◆ Task details
Skip the pictures. Give all the data again exactly.

◆ Data to examine

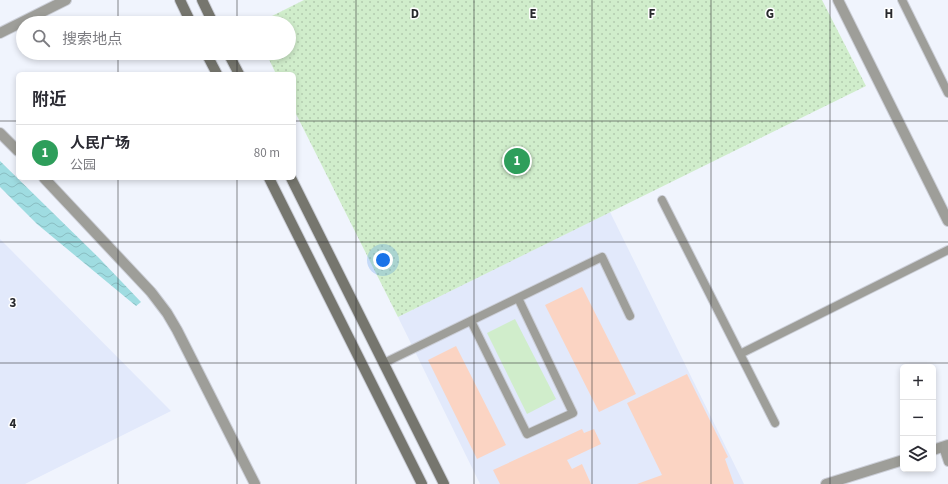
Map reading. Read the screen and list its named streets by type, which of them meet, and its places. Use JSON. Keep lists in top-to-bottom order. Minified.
{"page":{"search":"搜索地点","heading":"附近","list":[{"mark":"1","name":"人民广场","note":"公园","value":"80 m"}],"pins":"1","map_buttons":["+","−"]},"grid":{"columns":["D","E","F","G","H"],"rows":["3","4"]}}
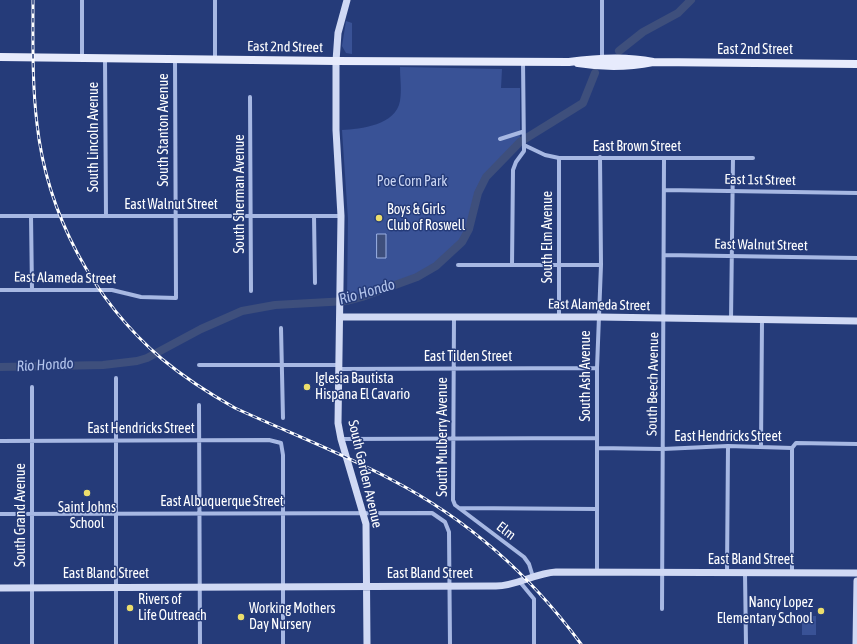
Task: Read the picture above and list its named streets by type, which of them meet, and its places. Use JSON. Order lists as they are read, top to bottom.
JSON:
{
  "streets": {
    "main road": ["East 2nd Street"],
    "street": [
      "South Stanton Avenue",
      "South Lincoln Avenue",
      "East Brown Street",
      "East 1st Street",
      "South Sherman Avenue",
      "East Walnut Street",
      "South Elm Avenue",
      "East Alameda Street",
      "East Tilden Street",
      "South Ash Avenue",
      "South Beech Avenue",
      "East Hendricks Street",
      "South Mulberry Avenue",
      "South Garden Avenue",
      "East Albuquerque Street",
      "South Grand Avenue",
      "Elm",
      "East Bland Street"
    ]
  },
  "crossings": [
    ["East 2nd Street", "South Stanton Avenue"],
    ["East 2nd Street", "South Lincoln Avenue"],
    ["East 2nd Street", "South Garden Avenue"],
    ["South Stanton Avenue", "East Walnut Street"],
    ["South Stanton Avenue", "East Alameda Street"],
    ["South Lincoln Avenue", "East Walnut Street"],
    ["East Brown Street", "South Elm Avenue"],
    ["East Brown Street", "South Ash Avenue"],
    ["East Brown Street", "South Beech Avenue"],
    ["East 1st Street", "South Beech Avenue"],
    ["South Sherman Avenue", "East Walnut Street"],
    ["East Walnut Street", "South Beech Avenue"],
    ["East Walnut Street", "South Garden Avenue"],
    ["South Elm Avenue", "East Alameda Street"],
    ["East Alameda Street", "South Ash Avenue"],
    ["East Alameda Street", "South Beech Avenue"],
    ["East Alameda Street", "South Mulberry Avenue"],
    ["East Alameda Street", "South Garden Avenue"],
    ["East Tilden Street", "South Ash Avenue"],
    ["East Tilden Street", "South Mulberry Avenue"],
    ["East Tilden Street", "South Garden Avenue"],
    ["South Ash Avenue", "East Hendricks Street"],
    ["South Ash Avenue", "East Bland Street"],
    ["South Beech Avenue", "East Hendricks Street"],
    ["South Beech Avenue", "East Bland Street"],
    ["East Hendricks Street", "East Albuquerque Street"],
    ["East Hendricks Street", "South Grand Avenue"],
    ["South Mulberry Avenue", "Elm"],
    ["South Garden Avenue", "East Albuquerque Street"],
    ["South Garden Avenue", "East Bland Street"],
    ["East Albuquerque Street", "South Grand Avenue"],
    ["East Albuquerque Street", "East Bland Street"],
    ["South Grand Avenue", "East Bland Street"],
    ["Elm", "East Bland Street"]
  ],
  "water": ["Rio Hondo"],
  "parks": ["Poe Corn Park"],
  "places": [
    "Boys & Girls Club of Roswell",
    "Iglesia Bautista Hispana El Cavario",
    "Saint Johns School",
    "Rivers of Life Outreach",
    "Nancy Lopez Elementary School",
    "Working Mothers Day Nursery"
  ]
}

◆ Worked solution
Map reading. Read the screen and list its named streets by type, which of them meet, and its places. Use JSON. Keep lists in top-to-bottom order. Minified.
{"page":{"search":"搜索地点","heading":"附近","list":[{"mark":"1","name":"人民广场","note":"公园","value":"80 m"}],"pins":"1","map_buttons":["+","−"]},"grid":{"columns":["D","E","F","G","H"],"rows":["3","4"]}}
Task: Read the picture above and list its named streets by type, which of them meet, and its places. Use JSON. Order lists as they are read, top to bottom.
JSON:
{
  "streets": {
    "main road": ["East 2nd Street"],
    "street": [
      "South Stanton Avenue",
      "South Lincoln Avenue",
      "East Brown Street",
      "East 1st Street",
      "South Sherman Avenue",
      "East Walnut Street",
      "South Elm Avenue",
      "East Alameda Street",
      "East Tilden Street",
      "South Ash Avenue",
      "South Beech Avenue",
      "East Hendricks Street",
      "South Mulberry Avenue",
      "South Garden Avenue",
      "East Albuquerque Street",
      "South Grand Avenue",
      "Elm",
      "East Bland Street"
    ]
  },
  "crossings": [
    ["East 2nd Street", "South Stanton Avenue"],
    ["East 2nd Street", "South Lincoln Avenue"],
    ["East 2nd Street", "South Garden Avenue"],
    ["South Stanton Avenue", "East Walnut Street"],
    ["South Stanton Avenue", "East Alameda Street"],
    ["South Lincoln Avenue", "East Walnut Street"],
    ["East Brown Street", "South Elm Avenue"],
    ["East Brown Street", "South Ash Avenue"],
    ["East Brown Street", "South Beech Avenue"],
    ["East 1st Street", "South Beech Avenue"],
    ["South Sherman Avenue", "East Walnut Street"],
    ["East Walnut Street", "South Beech Avenue"],
    ["East Walnut Street", "South Garden Avenue"],
    ["South Elm Avenue", "East Alameda Street"],
    ["East Alameda Street", "South Ash Avenue"],
    ["East Alameda Street", "South Beech Avenue"],
    ["East Alameda Street", "South Mulberry Avenue"],
    ["East Alameda Street", "South Garden Avenue"],
    ["East Tilden Street", "South Ash Avenue"],
    ["East Tilden Street", "South Mulberry Avenue"],
    ["East Tilden Street", "South Garden Avenue"],
    ["South Ash Avenue", "East Hendricks Street"],
    ["South Ash Avenue", "East Bland Street"],
    ["South Beech Avenue", "East Hendricks Street"],
    ["South Beech Avenue", "East Bland Street"],
    ["East Hendricks Street", "East Albuquerque Street"],
    ["East Hendricks Street", "South Grand Avenue"],
    ["South Mulberry Avenue", "Elm"],
    ["South Garden Avenue", "East Albuquerque Street"],
    ["South Garden Avenue", "East Bland Street"],
    ["East Albuquerque Street", "South Grand Avenue"],
    ["East Albuquerque Street", "East Bland Street"],
    ["South Grand Avenue", "East Bland Street"],
    ["Elm", "East Bland Street"]
  ],
  "water": ["Rio Hondo"],
  "parks": ["Poe Corn Park"],
  "places": [
    "Boys & Girls Club of Roswell",
    "Iglesia Bautista Hispana El Cavario",
    "Saint Johns School",
    "Rivers of Life Outreach",
    "Nancy Lopez Elementary School",
    "Working Mothers Day Nursery"
  ]
}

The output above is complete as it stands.